After the opening ceremony of the International Student Energy Summit 2013, I was full of expectations for the rest of this event. It’s not every day that 500 students from 60 countries are gathered to discuss the transition towards a sustainable energy future. But for three days from June 13 it happened in Trondheim. The delegates also represented a wide selection of fields; from anthropologists to economists to nano technologists. That is the beginning of a recipe of a great event.
And my expectations were fulfilled. I learned new things from all the sessions, and the social events at the evenings were fun. I think everybody agreed that the summit was very well organized. But what was the conclusion? How can we make the energy future more sustainable? If I only had one sentence to conclude I would say; there is not one simple solution.
For me one of the more surprising things was that nuclear energy is considered much safer than most people seem to think. New technologies are making it easier to produce nuclear weapons at hidden locations separate from nuclear power plants, so that link is disappearing. And handling the nuclear waste is not a problem anymore, the experts claimed. There will always be a risk of nuclear catastrophes, but no energy source comes without risks. Hydro power has probably killed more people than nuclear power, because of bursting dams.

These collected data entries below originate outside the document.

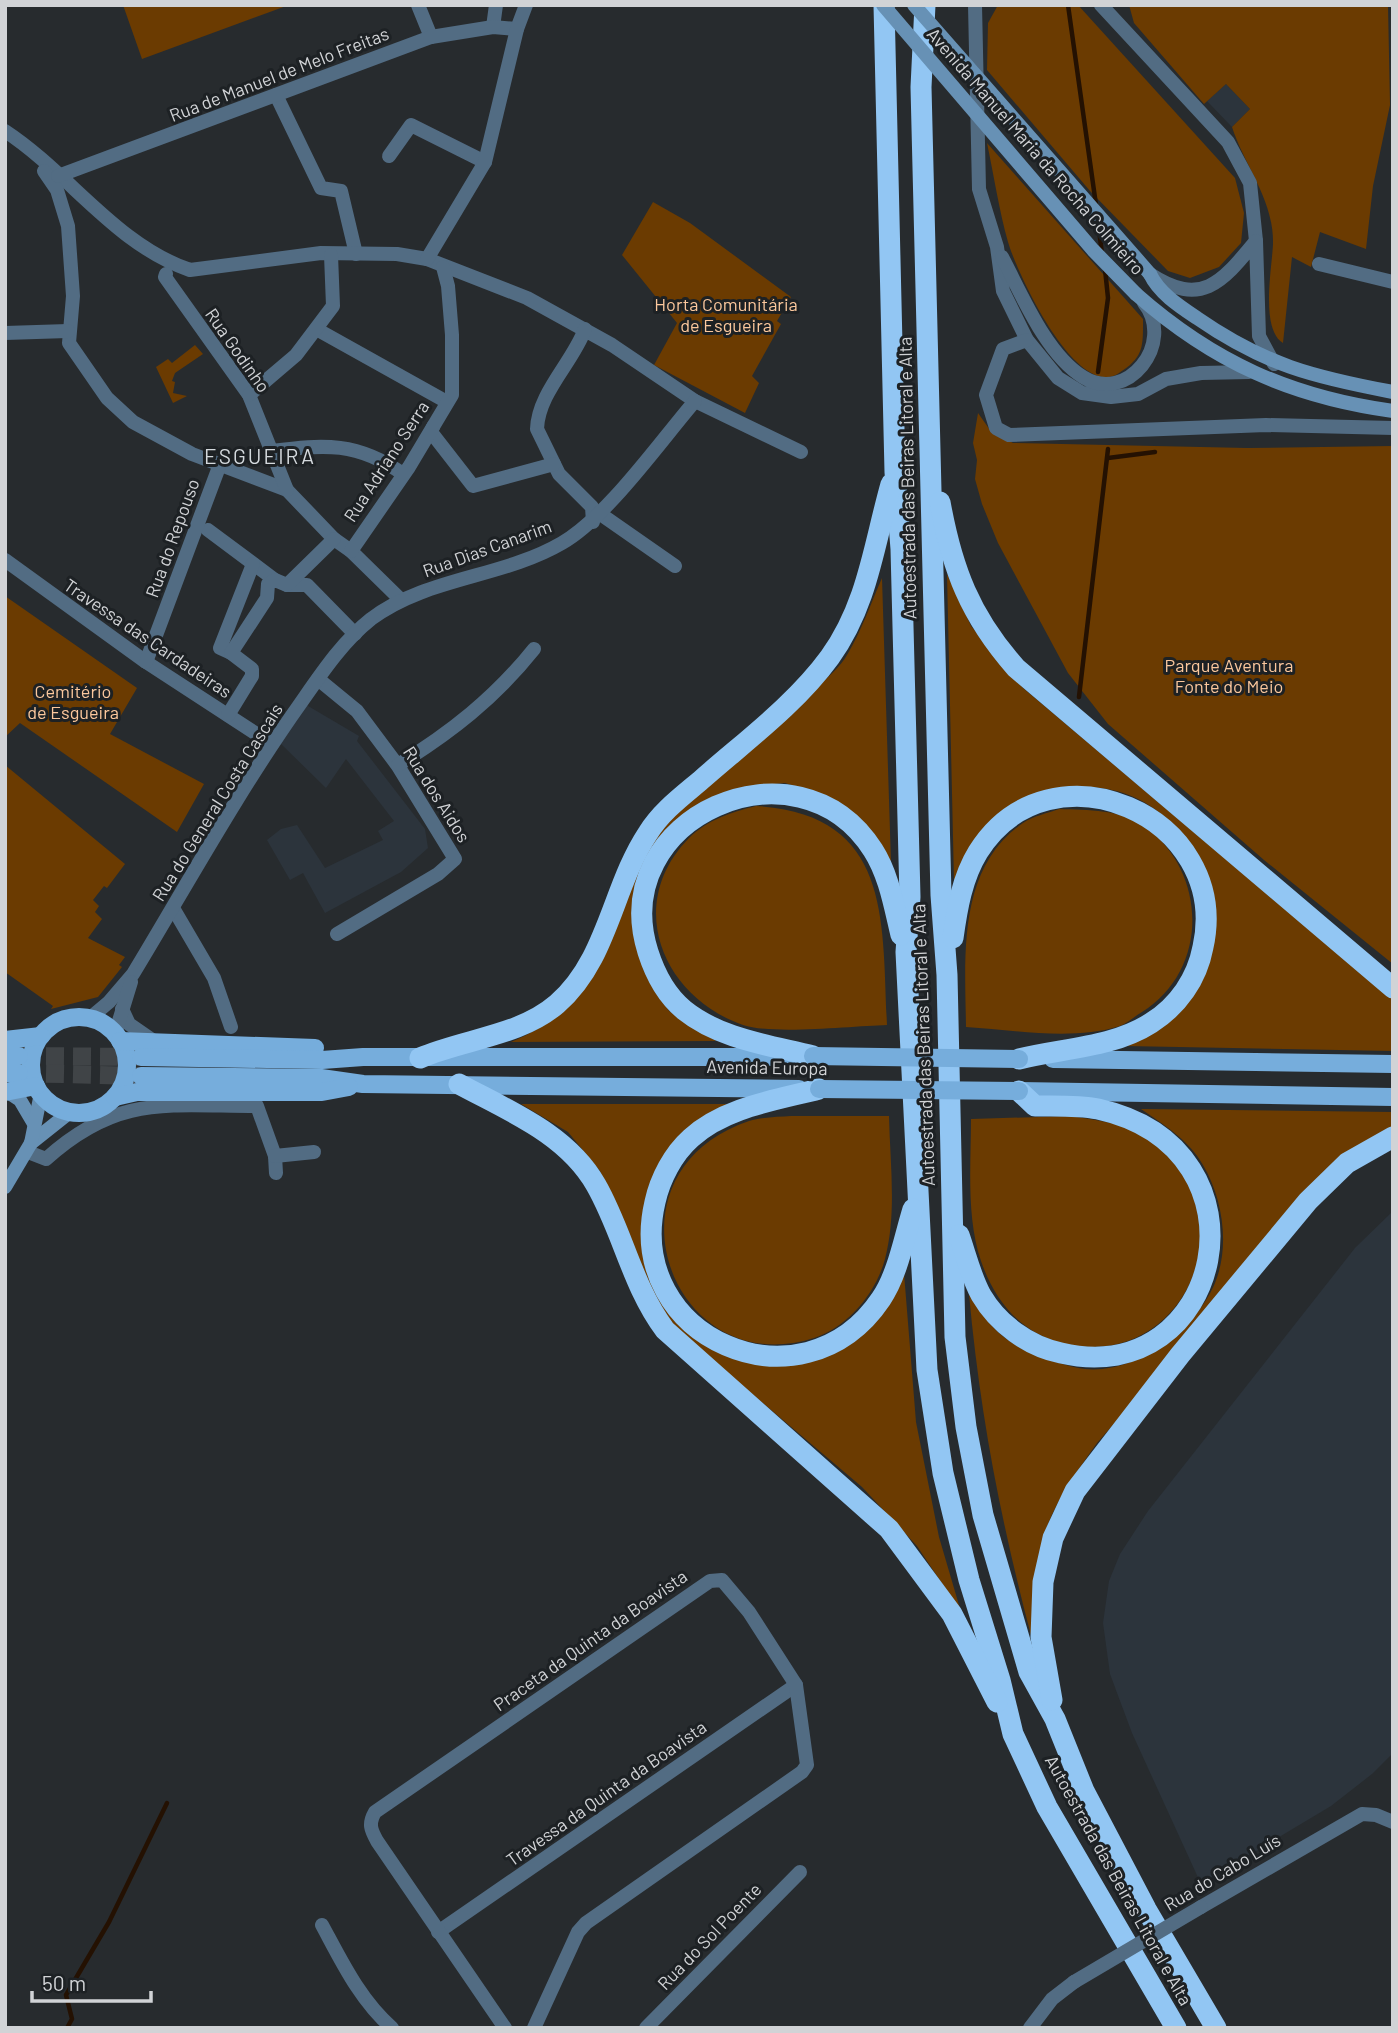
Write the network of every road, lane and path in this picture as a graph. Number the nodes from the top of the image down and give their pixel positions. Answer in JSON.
{"nodes":[{"id":1,"x":418,"y":5,"type":"edge"},
{"id":2,"x":496,"y":5,"type":"edge"},
{"id":3,"x":526,"y":5,"type":"edge"},
{"id":4,"x":884,"y":5,"type":"edge"},
{"id":5,"x":914,"y":5,"type":"edge"},
{"id":6,"x":925,"y":5,"type":"edge"},
{"id":7,"x":1101,"y":5,"type":"edge"},
{"id":8,"x":976,"y":9,"type":"edge"},
{"id":9,"x":493,"y":27,"type":"junction"},
{"id":10,"x":517,"y":29,"type":"junction"},
{"id":11,"x":431,"y":37,"type":"junction"},
{"id":12,"x":276,"y":95,"type":"junction"},
{"id":13,"x":5,"y":131,"type":"edge"},
{"id":14,"x":34,"y":155,"type":"junction"},
{"id":15,"x":389,"y":156,"type":"dead end"},
{"id":16,"x":485,"y":162,"type":"junction"},
{"id":17,"x":58,"y":176,"type":"junction"},
{"id":18,"x":87,"y":202,"type":"junction"},
{"id":19,"x":64,"y":212,"type":"junction"},
{"id":20,"x":1256,"y":242,"type":"junction"},
{"id":21,"x":997,"y":247,"type":"junction"},
{"id":22,"x":356,"y":254,"type":"junction"},
{"id":23,"x":331,"y":255,"type":"junction"},
{"id":24,"x":427,"y":259,"type":"junction"},
{"id":25,"x":1319,"y":264,"type":"dead end"},
{"id":26,"x":443,"y":267,"type":"junction"},
{"id":27,"x":166,"y":274,"type":"dead end"},
{"id":28,"x":1150,"y":274,"type":"junction"},
{"id":29,"x":1393,"y":282,"type":"edge"},
{"id":30,"x":1136,"y":294,"type":"junction"},
{"id":31,"x":585,"y":329,"type":"junction"},
{"id":32,"x":318,"y":330,"type":"junction"},
{"id":33,"x":68,"y":331,"type":"junction"},
{"id":34,"x":5,"y":333,"type":"edge"},
{"id":35,"x":1027,"y":340,"type":"junction"},
{"id":36,"x":1274,"y":363,"type":"junction"},
{"id":37,"x":1249,"y":372,"type":"junction"},
{"id":38,"x":1393,"y":392,"type":"edge"},
{"id":39,"x":250,"y":395,"type":"junction"},
{"id":40,"x":695,"y":401,"type":"junction"},
{"id":41,"x":447,"y":402,"type":"junction"},
{"id":42,"x":1393,"y":411,"type":"edge"},
{"id":43,"x":433,"y":427,"type":"junction"},
{"id":44,"x":1393,"y":428,"type":"edge"},
{"id":45,"x":930,"y":444,"type":"junction"},
{"id":46,"x":272,"y":451,"type":"junction"},
{"id":47,"x":801,"y":452,"type":"dead end"},
{"id":48,"x":554,"y":464,"type":"junction"},
{"id":49,"x":219,"y":467,"type":"junction"},
{"id":50,"x":895,"y":472,"type":"junction"},
{"id":51,"x":403,"y":474,"type":"junction"},
{"id":52,"x":287,"y":490,"type":"junction"},
{"id":53,"x":596,"y":517,"type":"junction"},
{"id":54,"x":208,"y":530,"type":"dead end"},
{"id":55,"x":334,"y":539,"type":"junction"},
{"id":56,"x":351,"y":551,"type":"junction"},
{"id":57,"x":5,"y":560,"type":"edge"},
{"id":58,"x":253,"y":564,"type":"junction"},
{"id":59,"x":675,"y":566,"type":"dead end"},
{"id":60,"x":281,"y":582,"type":"junction"},
{"id":61,"x":400,"y":599,"type":"junction"},
{"id":62,"x":355,"y":634,"type":"junction"},
{"id":63,"x":231,"y":643,"type":"junction"},
{"id":64,"x":534,"y":649,"type":"dead end"},
{"id":65,"x":146,"y":662,"type":"junction"},
{"id":66,"x":318,"y":679,"type":"junction"},
{"id":67,"x":228,"y":715,"type":"junction"},
{"id":68,"x":272,"y":744,"type":"junction"},
{"id":69,"x":398,"y":765,"type":"junction"},
{"id":70,"x":173,"y":908,"type":"junction"},
{"id":71,"x":337,"y":934,"type":"dead end"},
{"id":72,"x":906,"y":952,"type":"junction"},
{"id":73,"x":133,"y":974,"type":"junction"},
{"id":74,"x":947,"y":975,"type":"junction"},
{"id":75,"x":1393,"y":988,"type":"edge"},
{"id":76,"x":122,"y":1010,"type":"junction"},
{"id":77,"x":90,"y":1018,"type":"junction"},
{"id":78,"x":231,"y":1027,"type":"dead end"},
{"id":79,"x":41,"y":1035,"type":"junction"},
{"id":80,"x":118,"y":1038,"type":"junction"},
{"id":81,"x":5,"y":1040,"type":"edge"},
{"id":82,"x":155,"y":1042,"type":"junction"},
{"id":83,"x":813,"y":1056,"type":"junction"},
{"id":84,"x":141,"y":1057,"type":"tunnel mouth"},
{"id":85,"x":363,"y":1057,"type":"junction"},
{"id":86,"x":420,"y":1058,"type":"junction"},
{"id":87,"x":1019,"y":1059,"type":"junction"},
{"id":88,"x":1393,"y":1064,"type":"edge"},
{"id":89,"x":141,"y":1076,"type":"tunnel mouth"},
{"id":90,"x":363,"y":1084,"type":"junction"},
{"id":91,"x":459,"y":1084,"type":"junction"},
{"id":92,"x":819,"y":1089,"type":"junction"},
{"id":93,"x":39,"y":1090,"type":"junction"},
{"id":94,"x":1019,"y":1091,"type":"junction"},
{"id":95,"x":7,"y":1092,"type":"edge"},
{"id":96,"x":115,"y":1097,"type":"junction"},
{"id":97,"x":1393,"y":1097,"type":"edge"},
{"id":98,"x":70,"y":1112,"type":"junction"},
{"id":99,"x":33,"y":1122,"type":"junction"},
{"id":100,"x":1393,"y":1137,"type":"edge"},
{"id":101,"x":29,"y":1147,"type":"junction"},
{"id":102,"x":314,"y":1152,"type":"dead end"},
{"id":103,"x":275,"y":1156,"type":"junction"},
{"id":104,"x":276,"y":1173,"type":"dead end"},
{"id":105,"x":5,"y":1187,"type":"edge"},
{"id":106,"x":918,"y":1194,"type":"junction"},
{"id":107,"x":951,"y":1216,"type":"junction"},
{"id":108,"x":796,"y":1685,"type":"junction"},
{"id":109,"x":1055,"y":1719,"type":"junction"},
{"id":110,"x":1013,"y":1734,"type":"junction"},
{"id":111,"x":1393,"y":1822,"type":"edge"},
{"id":112,"x":800,"y":1872,"type":"dead end"},
{"id":113,"x":322,"y":1925,"type":"dead end"},
{"id":114,"x":438,"y":1932,"type":"junction"},
{"id":115,"x":392,"y":2028,"type":"edge"},
{"id":116,"x":505,"y":2028,"type":"edge"},
{"id":117,"x":534,"y":2028,"type":"edge"},
{"id":118,"x":646,"y":2028,"type":"edge"},
{"id":119,"x":1030,"y":2028,"type":"edge"},
{"id":120,"x":1176,"y":2028,"type":"edge"},
{"id":121,"x":1216,"y":2028,"type":"edge"}],
"edges":[{"from":1,"to":11,"type":"street"},
{"from":2,"to":9,"type":"street"},
{"from":3,"to":10,"type":"street"},
{"from":4,"to":30,"type":"main road","name":"Avenida Manuel Maria da Rocha Colmieiro","bridge":true},
{"from":4,"to":50,"type":"highway","name":"Autoestrada das Beiras Litoral e Alta"},
{"from":5,"to":28,"type":"main road","name":"Avenida Manuel Maria da Rocha Colmieiro","bridge":true},
{"from":6,"to":45,"type":"highway","name":"Autoestrada das Beiras Litoral e Alta"},
{"from":7,"to":20,"type":"street"},
{"from":8,"to":21,"type":"street"},
{"from":9,"to":10,"type":"street","name":"Rua de Manuel de Melo Freitas"},
{"from":9,"to":11,"type":"street","name":"Rua de Manuel de Melo Freitas"},
{"from":10,"to":16,"type":"street"},
{"from":11,"to":12,"type":"street","name":"Rua de Manuel de Melo Freitas"},
{"from":12,"to":17,"type":"street","name":"Rua de Manuel de Melo Freitas"},
{"from":12,"to":22,"type":"street"},
{"from":13,"to":14,"type":"street"},
{"from":14,"to":17,"type":"street"},
{"from":14,"to":19,"type":"street"},
{"from":15,"to":16,"type":"street"},
{"from":16,"to":24,"type":"street"},
{"from":17,"to":18,"type":"street"},
{"from":18,"to":19,"type":"street"},
{"from":18,"to":23,"type":"street"},
{"from":19,"to":33,"type":"street"},
{"from":20,"to":28,"type":"street"},
{"from":20,"to":36,"type":"street"},
{"from":21,"to":30,"type":"street"},
{"from":21,"to":35,"type":"street"},
{"from":22,"to":23,"type":"street"},
{"from":22,"to":24,"type":"street"},
{"from":23,"to":32,"type":"street"},
{"from":24,"to":26,"type":"street"},
{"from":25,"to":29,"type":"street"},
{"from":26,"to":31,"type":"street"},
{"from":26,"to":41,"type":"street","name":"Rua Adriano Serra"},
{"from":27,"to":39,"type":"street","name":"Rua Godinho"},
{"from":28,"to":36,"type":"main road","name":"Avenida Manuel Maria da Rocha Colmieiro"},
{"from":30,"to":37,"type":"main road","name":"Avenida Manuel Maria da Rocha Colmieiro"},
{"from":31,"to":40,"type":"street"},
{"from":31,"to":48,"type":"street"},
{"from":32,"to":39,"type":"street"},
{"from":32,"to":41,"type":"street"},
{"from":33,"to":34,"type":"street"},
{"from":33,"to":49,"type":"street"},
{"from":35,"to":37,"type":"street"},
{"from":35,"to":44,"type":"street"},
{"from":36,"to":38,"type":"main road","name":"Avenida Manuel Maria da Rocha Colmieiro"},
{"from":37,"to":42,"type":"main road","name":"Avenida Manuel Maria da Rocha Colmieiro"},
{"from":39,"to":46,"type":"street","name":"Rua Godinho"},
{"from":40,"to":47,"type":"street"},
{"from":40,"to":53,"type":"street","name":"Rua Dias Canarim"},
{"from":41,"to":43,"type":"street","name":"Rua Adriano Serra"},
{"from":43,"to":48,"type":"street"},
{"from":43,"to":51,"type":"street","name":"Rua Adriano Serra"},
{"from":45,"to":74,"type":"highway","name":"Autoestrada das Beiras Litoral e Alta"},
{"from":45,"to":75,"type":"highway"},
{"from":46,"to":51,"type":"street"},
{"from":46,"to":52,"type":"street","name":"Rua Godinho"},
{"from":48,"to":53,"type":"street"},
{"from":49,"to":52,"type":"street"},
{"from":49,"to":65,"type":"street","name":"Rua do Repouso"},
{"from":50,"to":72,"type":"highway","name":"Autoestrada das Beiras Litoral e Alta"},
{"from":50,"to":86,"type":"highway"},
{"from":51,"to":56,"type":"street","name":"Rua Adriano Serra"},
{"from":52,"to":55,"type":"street"},
{"from":53,"to":59,"type":"street"},
{"from":53,"to":61,"type":"street","name":"Rua Dias Canarim"},
{"from":54,"to":58,"type":"street"},
{"from":55,"to":56,"type":"street"},
{"from":55,"to":60,"type":"street"},
{"from":56,"to":61,"type":"street"},
{"from":57,"to":65,"type":"street","name":"Travessa das Cardadeiras"},
{"from":58,"to":60,"type":"street"},
{"from":58,"to":63,"type":"street"},
{"from":60,"to":62,"type":"street"},
{"from":60,"to":63,"type":"street"},
{"from":61,"to":62,"type":"street","name":"Rua do General Costa Cascais"},
{"from":62,"to":66,"type":"street","name":"Rua do General Costa Cascais"},
{"from":63,"to":67,"type":"street"},
{"from":64,"to":69,"type":"street"},
{"from":65,"to":67,"type":"street","name":"Travessa das Cardadeiras"},
{"from":66,"to":68,"type":"street","name":"Rua do General Costa Cascais"},
{"from":66,"to":69,"type":"street","name":"Rua dos Aidos"},
{"from":67,"to":68,"type":"street","name":"Travessa das Cardadeiras"},
{"from":68,"to":70,"type":"street","name":"Rua do General Costa Cascais"},
{"from":69,"to":71,"type":"street","name":"Rua dos Aidos"},
{"from":70,"to":73,"type":"street","name":"Rua do General Costa Cascais"},
{"from":70,"to":78,"type":"street"},
{"from":72,"to":83,"type":"highway"},
{"from":72,"to":106,"type":"highway","name":"Autoestrada das Beiras Litoral e Alta"},
{"from":73,"to":76,"type":"street","name":"Rua do General Costa Cascais"},
{"from":73,"to":77,"type":"street","name":"Rua do General Costa Cascais"},
{"from":74,"to":87,"type":"highway"},
{"from":74,"to":107,"type":"highway","name":"Autoestrada das Beiras Litoral e Alta"},
{"from":76,"to":80,"type":"street","name":"Rua do General Costa Cascais"},
{"from":76,"to":82,"type":"street"},
{"from":77,"to":79,"type":"main road"},
{"from":77,"to":80,"type":"main road"},
{"from":79,"to":81,"type":"main road"},
{"from":79,"to":93,"type":"main road"},
{"from":80,"to":82,"type":"main road"},
{"from":80,"to":96,"type":"main road"},
{"from":82,"to":85,"type":"main road"},
{"from":83,"to":86,"type":"main road","name":"Avenida Europa"},
{"from":83,"to":87,"type":"main road","name":"Avenida Europa","bridge":true},
{"from":84,"to":85,"type":"main road","name":"Avenida Europa"},
{"from":85,"to":86,"type":"main road","name":"Avenida Europa"},
{"from":87,"to":88,"type":"main road","name":"Avenida Europa"},
{"from":89,"to":90,"type":"main road","name":"Avenida Europa"},
{"from":90,"to":91,"type":"main road","name":"Avenida Europa"},
{"from":90,"to":96,"type":"main road"},
{"from":91,"to":92,"type":"main road","name":"Avenida Europa"},
{"from":91,"to":110,"type":"highway"},
{"from":92,"to":94,"type":"main road","name":"Avenida Europa","bridge":true},
{"from":92,"to":106,"type":"highway"},
{"from":93,"to":95,"type":"main road"},
{"from":93,"to":98,"type":"main road"},
{"from":93,"to":99,"type":"main road"},
{"from":94,"to":97,"type":"main road","name":"Avenida Europa"},
{"from":94,"to":107,"type":"highway"},
{"from":95,"to":99,"type":"main road"},
{"from":96,"to":98,"type":"main road"},
{"from":98,"to":101,"type":"main road"},
{"from":99,"to":101,"type":"main road"},
{"from":100,"to":109,"type":"highway"},
{"from":101,"to":103,"type":"street"},
{"from":101,"to":105,"type":"main road"},
{"from":102,"to":103,"type":"street"},
{"from":103,"to":104,"type":"street"},
{"from":106,"to":110,"type":"highway","name":"Autoestrada das Beiras Litoral e Alta"},
{"from":107,"to":109,"type":"highway","name":"Autoestrada das Beiras Litoral e Alta"},
{"from":108,"to":114,"type":"street","name":"Travessa da Quinta da Boavista"},
{"from":108,"to":114,"type":"street","name":"Praceta da Quinta da Boavista"},
{"from":108,"to":117,"type":"street","name":"Praceta da Quinta da Boavista"},
{"from":109,"to":121,"type":"highway","name":"Autoestrada das Beiras Litoral e Alta"},
{"from":110,"to":120,"type":"highway","name":"Autoestrada das Beiras Litoral e Alta"},
{"from":111,"to":119,"type":"street","name":"Rua do Cabo Luís","bridge":true},
{"from":112,"to":118,"type":"street","name":"Rua do Sol Poente"},
{"from":113,"to":115,"type":"street"},
{"from":114,"to":116,"type":"street","name":"Praceta da Quinta da Boavista"}]}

But renewable energies and nuclear energy can’t cover the electricity demands for a long time. We will have to make more energy efficient buildings and machineries. And still we need some oil and gas. Most renewable energy sources are depending on the weather. We can’t expect the wind to blow whenever it suits us, and we can’t make the sun shine whenever we want. So when the wind doesn’t blow and the sun doesn’t shine we need other sources of energy.
Several of the speakers and delegates talked about how environmentalists can join petroleum companies to help them become more sustainable. I totally agree with that. As I mentioned earlier the world needs energy, and we can’t stop using fossil fuels tomorrow. Some also mentioned that the environmental organizations have unrealistic policies, but I didn’t hear anyone talk about joining the environmental organizations to make their policies more realistic. They say they care about the environment, but it seems like they think it’s more important to recruit people to petroleum companies than to environmental organizations.
1,4 billion people don’t have access to electricity. When they need heat for cooking they will have to make a fire. And the smoke from these fires is one of the biggest causes of death in some countries. Spire is a youth organization working for a just and sustainable distribution of the world’s resources. So when we go to the international climate negotiations, we stand together with the poor countries.